Rwandan Rendezvous

August 23, 2023

Special to the Palisadian Post

I don’t recall exactly what I said to my parents after receiving my birthday gift at 8 years old, but I remember being livid as I read them my childlike riot act. I had been asking for a Game Boy for months. How could they be so cruel to get me something that barely counted as gift?

The gift in question—an envelope—was not really a present at all. When I opened the envelope, staring back at me was a picture of a young kid about my age and a letter from a Christian nonprofit called Compassion International, headquartered in Colorado.

As I sounded out the words one at a time, I learned that the boy’s name was Daniel, and that he and I were to be pen pals. Confused, I put down the letter and pulled out the last item from the envelope: an 8.5” by 11” sheet of lined paper, split in half to accommodate to Daniel my note and the Kinyarwanda (the official language of Rwanda) translation to be provided by the nonprofit.

I can’t say I was very enthused about writing that first letter. Where the heck was Rwanda anyway?

I hastily scribbled something out, slipped it into the envelope and mostly forgot about Daniel for the remainder of the summer. But in late August, a few days before I started third grade at Calvary Christian School in Pacific Palisades, an international letter addressed to me arrived.
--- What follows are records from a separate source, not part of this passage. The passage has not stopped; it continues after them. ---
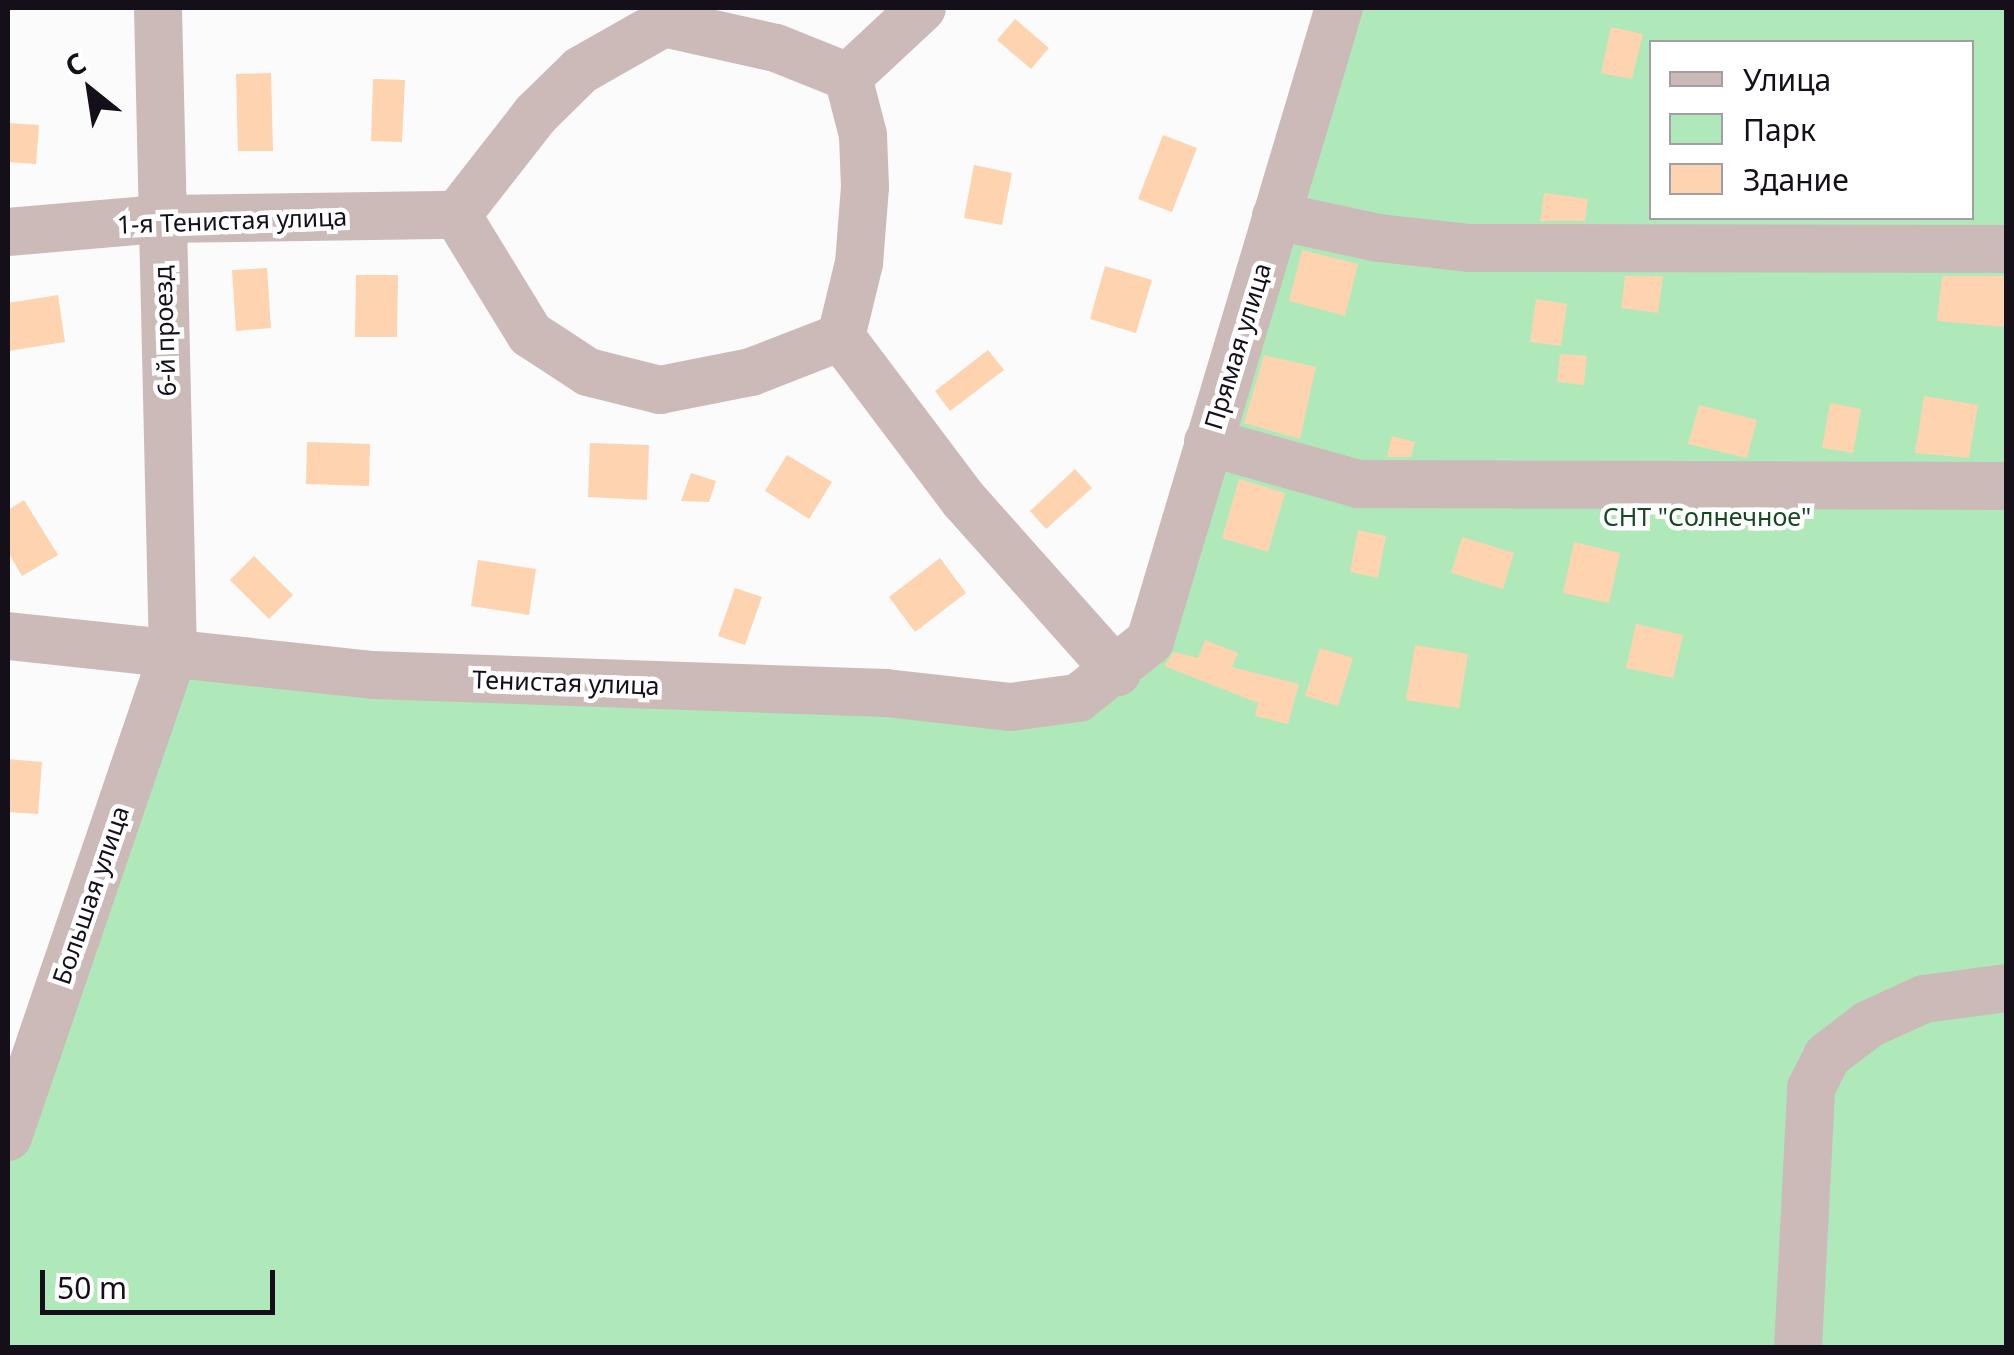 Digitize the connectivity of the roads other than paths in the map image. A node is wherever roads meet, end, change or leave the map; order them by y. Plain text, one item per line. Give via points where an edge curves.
1 (158, 8) edge
2 (922, 8) edge
3 (1339, 8) edge
4 (663, 16) edge
5 (848, 77) junction
6 (458, 215) junction
7 (1276, 216) junction
8 (160, 219) junction
9 (8, 232) edge
10 (2006, 249) edge
11 (841, 337) junction
12 (1208, 442) junction
13 (2006, 486) edge
14 (8, 636) edge
15 (173, 654) junction
16 (1117, 672) junction
17 (2006, 988) edge
18 (8, 1137) edge
19 (1798, 1348) edge

1 - 8 street, 6-й проезд
2 - 5 street
3 - 7 street, Прямая улица
4 - 5 street
4 - 6 street via 581,70 536,114
5 - 11 street via 863,136 866,186 859,264
6 - 8 street, 1-я Тенистая улица
6 - 11 street via 530,334 588,372 660,390 752,372
7 - 10 street via 1470,248
7 - 12 street, Прямая улица
8 - 9 street, 1-я Тенистая улица
8 - 15 street, 6-й проезд
11 - 16 street via 963,499
12 - 13 street via 1358,484
12 - 16 street, Прямая улица via 1150,641
14 - 15 street, Тенистая улица
15 - 16 street, Тенистая улица via 373,675 886,692 1011,706 1078,698
15 - 18 street, Большая улица
17 - 19 street via 1924,1000 1869,1024 1827,1056 1811,1088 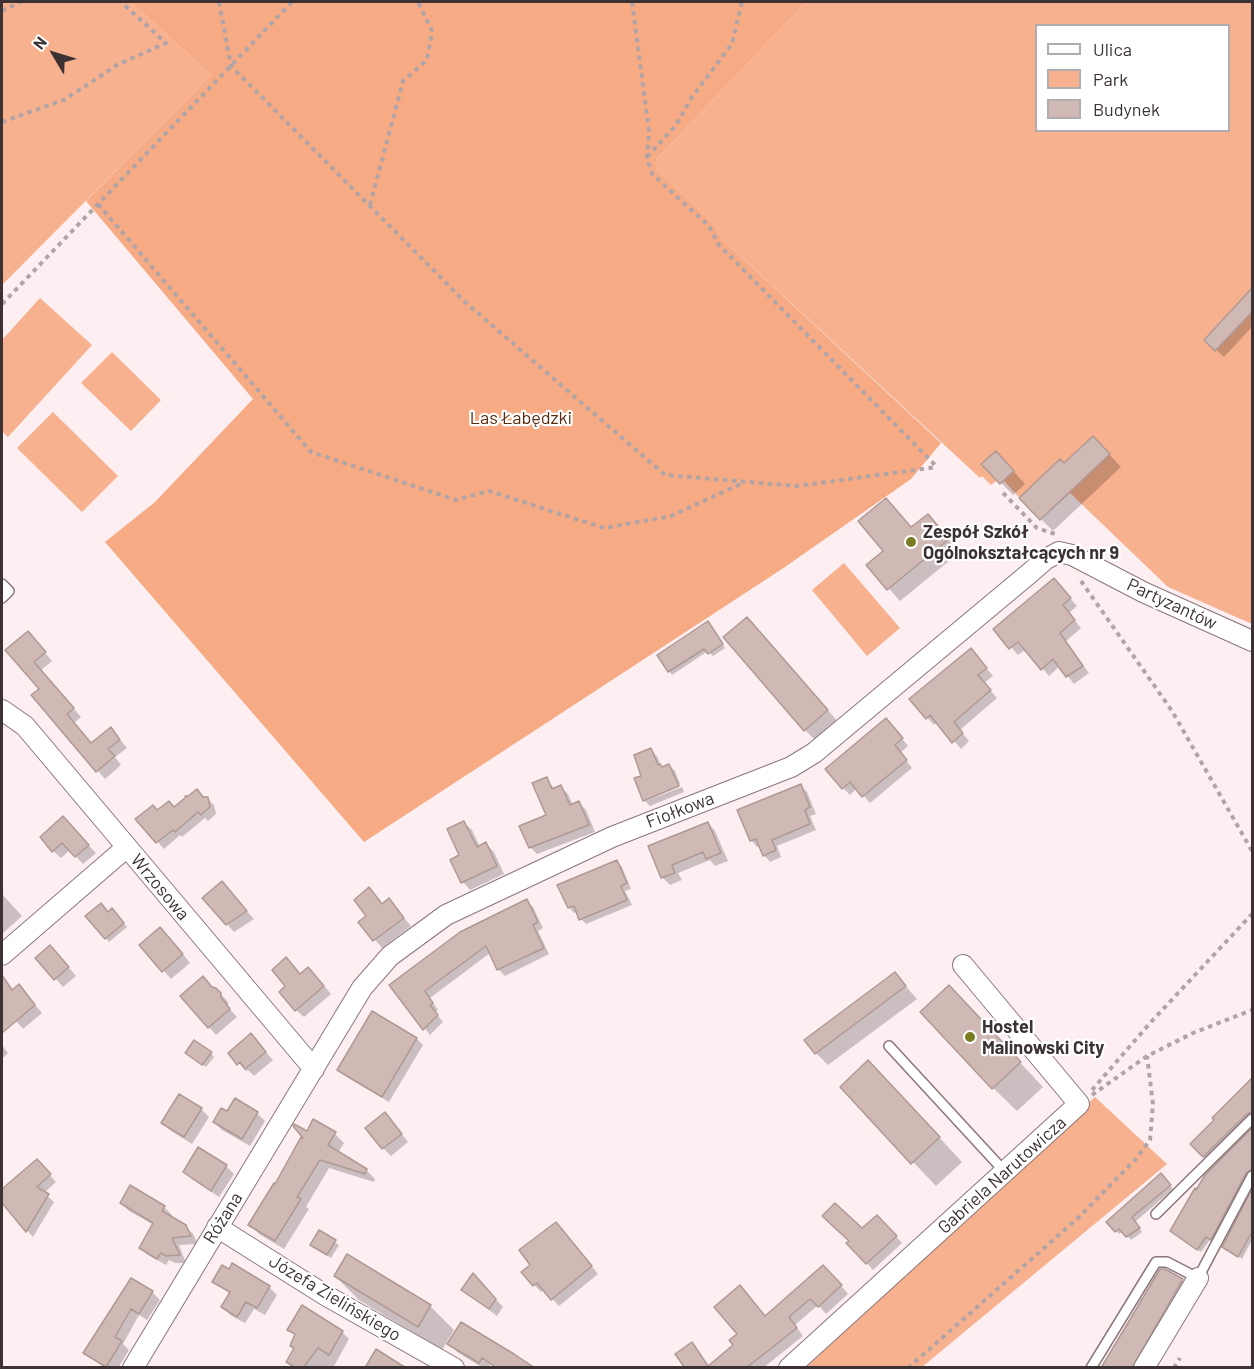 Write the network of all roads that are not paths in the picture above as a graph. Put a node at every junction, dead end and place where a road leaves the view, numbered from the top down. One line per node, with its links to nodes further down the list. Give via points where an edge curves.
1 (1059, 552): 4 (street, Partyzantów); 10 (street, Fiołkowa, via 1038,565 814,753 791,767 612,837 446,915 390,957 362,988)
2 (2, 584): 3 (lane, via 9,591)
3 (2, 598)
4 (1252, 641)
5 (2, 710): 6 (street, Wrzosowa, via 25,726)
6 (127, 847): 7 (street); 10 (street, Wrzosowa)
7 (2, 954)
8 (963, 964): 12 (street, Gabriela Narutowicza, via 1079,1104)
9 (889, 1046): 12 (lane)
10 (314, 1069): 15 (street, Różana)
11 (1252, 1119): 14 (lane)
12 (1005, 1172): 19 (street, Gabriela Narutowicza)
13 (1252, 1176): 16 (lane)
14 (1156, 1214)
15 (217, 1227): 17 (street, Różana); 18 (street, Józefa Zielińskiego)
16 (1198, 1278): 20 (lane, via 1167,1262 1156,1262); 21 (street)
17 (133, 1368)
18 (454, 1368)
19 (789, 1368)
20 (1091, 1368)
21 (1144, 1368) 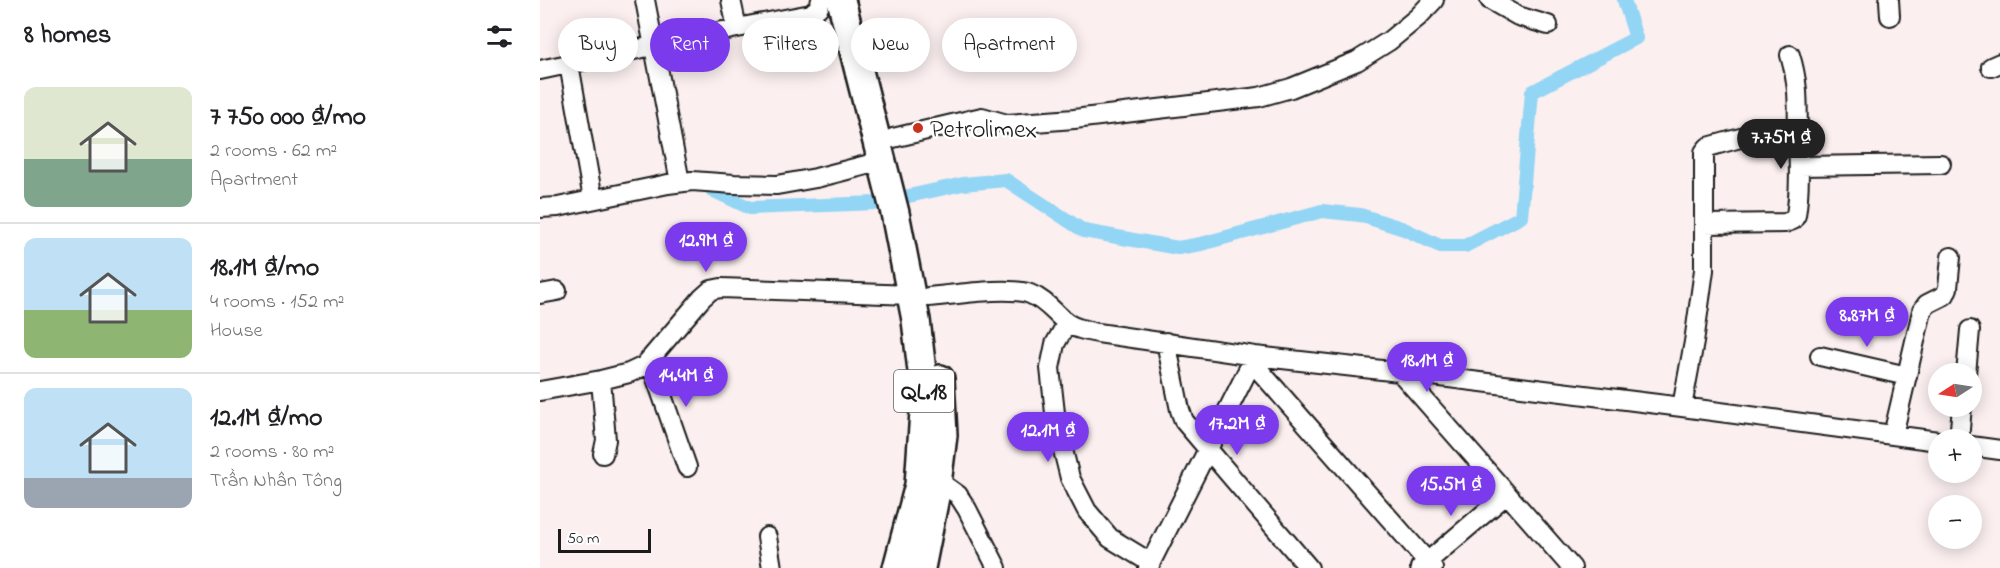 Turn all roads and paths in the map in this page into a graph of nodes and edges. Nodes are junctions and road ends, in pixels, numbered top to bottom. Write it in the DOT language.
graph roads {
  1 [pos="645,0"];
  2 [pos="731,0"];
  3 [pos="820,0"];
  4 [pos="841,0"];
  5 [pos="860,0"];
  6 [pos="1434,0"];
  7 [pos="1490,0"];
  8 [pos="650,25"];
  9 [pos="1548,25"];
  10 [pos="737,28"];
  11 [pos="730,29"];
  12 [pos="1790,55"];
  13 [pos="558,66"];
  14 [pos="540,70"];
  15 [pos="570,72"];
  16 [pos="659,72"];
  17 [pos="1744,137"];
  18 [pos="887,149"];
  19 [pos="1941,164"];
  20 [pos="1799,166"];
  21 [pos="680,182"];
  22 [pos="593,199"];
  23 [pos="540,208"];
  24 [pos="1704,224"];
  25 [pos="1951,256"];
  26 [pos="920,296"];
  27 [pos="1067,322"];
  28 [pos="1970,330"];
  29 [pos="1167,342"];
  30 [pos="1820,356"];
  31 [pos="1253,359"];
  32 [pos="650,361"];
  33 [pos="1967,363"];
  34 [pos="1400,372"];
  35 [pos="1907,376"];
  36 [pos="601,380"];
  37 [pos="540,391"];
  38 [pos="1682,406"];
  39 [pos="1893,435"];
  40 [pos="1928,440"];
  41 [pos="1982,448"];
  42 [pos="1208,450"];
  43 [pos="2000,450"];
  44 [pos="603,454"];
  45 [pos="687,467"];
  46 [pos="938,480"];
  47 [pos="1507,494"];
  48 [pos="767,537"];
  49 [pos="927,539"];
  50 [pos="1150,565"];
  51 [pos="1427,566"];
  52 [pos="772,568"];
  53 [pos="897,568"];
  54 [pos="916,568"];
  55 [pos="921,568"];
  56 [pos="997,568"];
  57 [pos="1309,568"];
  58 [pos="1572,568"];
  1 -- 8 [label="street"];
  2 -- 10 [label="street"];
  3 -- 10 [label="street"];
  4 -- 18 [label="highway, QL.18"];
  5 -- 18 [label="highway, QL.18"];
  6 -- 18 [label="street"];
  7 -- 9 [label="street"];
  10 -- 11 [label="street"];
  12 -- 20 [label="street"];
  13 -- 14 [label="street"];
  15 -- 22 [label="street"];
  16 -- 21 [label="street"];
  17 -- 24 [label="street"];
  18 -- 21 [label="street"];
  18 -- 26 [label="highway, QL.18"];
  19 -- 20 [label="street"];
  20 -- 24 [label="street"];
  21 -- 22 [label="street"];
  22 -- 23 [label="street"];
  24 -- 38 [label="street"];
  25 -- 35 [label="street"];
  26 -- 27 [label="street"];
  26 -- 32 [label="street"];
  26 -- 46 [label="highway, QL.18"];
  26 -- 53 [label="highway, QL.18"];
  27 -- 29 [label="street"];
  27 -- 50 [label="street"];
  28 -- 33 [label="street"];
  29 -- 31 [label="street"];
  29 -- 42 [label="street"];
  30 -- 35 [label="street"];
  31 -- 34 [label="street"];
  31 -- 42 [label="street"];
  31 -- 51 [label="street"];
  32 -- 36 [label="street"];
  32 -- 45 [label="street"];
  34 -- 38 [label="street"];
  34 -- 47 [label="street"];
  35 -- 39 [label="street"];
  36 -- 37 [label="street"];
  36 -- 44 [label="street"];
  38 -- 39 [label="street"];
  39 -- 40 [label="street"];
  41 -- 43 [label="street"];
  42 -- 50 [label="street"];
  42 -- 57 [label="street"];
  46 -- 49 [label="highway, QL.18"];
  46 -- 56 [label="street"];
  47 -- 51 [label="street"];
  47 -- 58 [label="street"];
  48 -- 52 [label="street"];
  49 -- 54 [label="highway"];
  49 -- 55 [label="highway"];
}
For an 8-year-old who had never received a piece of mail before, this was a big moment. All of a sudden, someone from across the world was writing directly to me.

“Dear David … ” began the letter, and in the next few paragraphs, Daniel told me about his family (he has three sisters and two brothers), his village in the Lukomo district of Rwanda’s northern province and his favorite pastimes (shooting marbles, playing hide and seek, and group activities at church). He even listed his favorite sport as soccer, which instantly made him “cool” to a kid who lived and breathed the AYSO Region 69 All-Stars soccer program.

Over the next 10 years in the Compassion International program, Daniel and I exchanged dozens of letters (164, to be exact), slowly but steadily developing a unique yet genuine long-distance friendship.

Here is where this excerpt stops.